Электронная библиотека книг » Станислав Чернявский » Юстиниан Великий : Император и его век » Текст книги (страница 16)
Юстиниан Великий : Император и его век
  • Текст добавлен: 15 июля 2025, 13:58

Текст книги "Юстиниан Великий : Император и его век"


Автор книги: Станислав Чернявский


Жанр:

   

История


сообщить о нарушении

Текущая страница: 16 (всего у книги 51 страниц)

5. НОВЫЙ ЦАРЬ

Вечером 16 января, сразу после неудачной битвы на площади, Юстиниан удалил из Священного Палатия большинство сенаторов из числа тех, которые там еще оставались. Император боялся, что сенаторы войдут в сговор с гвардейцами и убьют его. Открытый враг лучше тайного: пусть члены сената перейдут на сторону мятежников и обнаружат себя.

В числе тех, кому император предложил уйти, оказались Ипатий и Помпей – племянники покойного императора Анастасия.

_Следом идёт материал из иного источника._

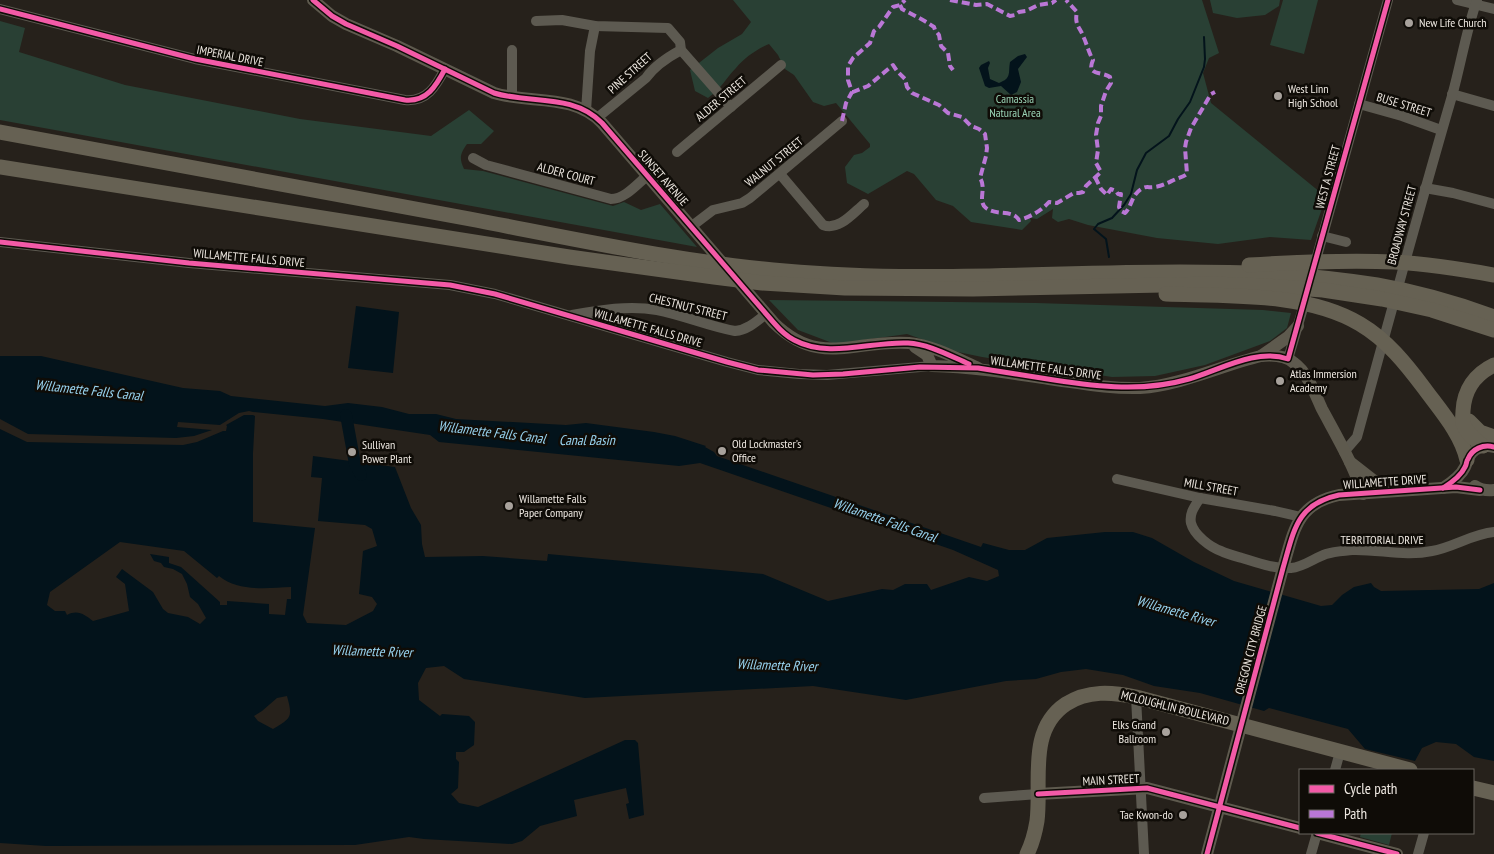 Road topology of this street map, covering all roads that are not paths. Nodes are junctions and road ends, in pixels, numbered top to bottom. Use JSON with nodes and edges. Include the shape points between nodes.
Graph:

«На пятый день мятежа, – пишет Прокопий, – поздним вечером базилевс Юстиниан приказал Ипатию и Помпею… как можно быстрее отправиться домой; то ли он подозревал их в посягательстве на свою жизнь, то ли сама судьба вела их к этому. Те же, испугавшись, как бы народ не принудил их принять царскую власть, как то и случилось, сказали, что поступят неблагоразумно, если оставят базилевса в минуту опасности. Услышав это, базилевс Юстиниан тем больше стал их подозревать и еще настойчивее приказал им удалиться. Таким образом оба они были отведены домой и, пока не прошла ночь, пребывали там в бездействии».

Это произошло уже ночью 17 января 532 года, и бездействие продолжалось недолго. Большая часть сенаторов примкнула к мятежу поутру.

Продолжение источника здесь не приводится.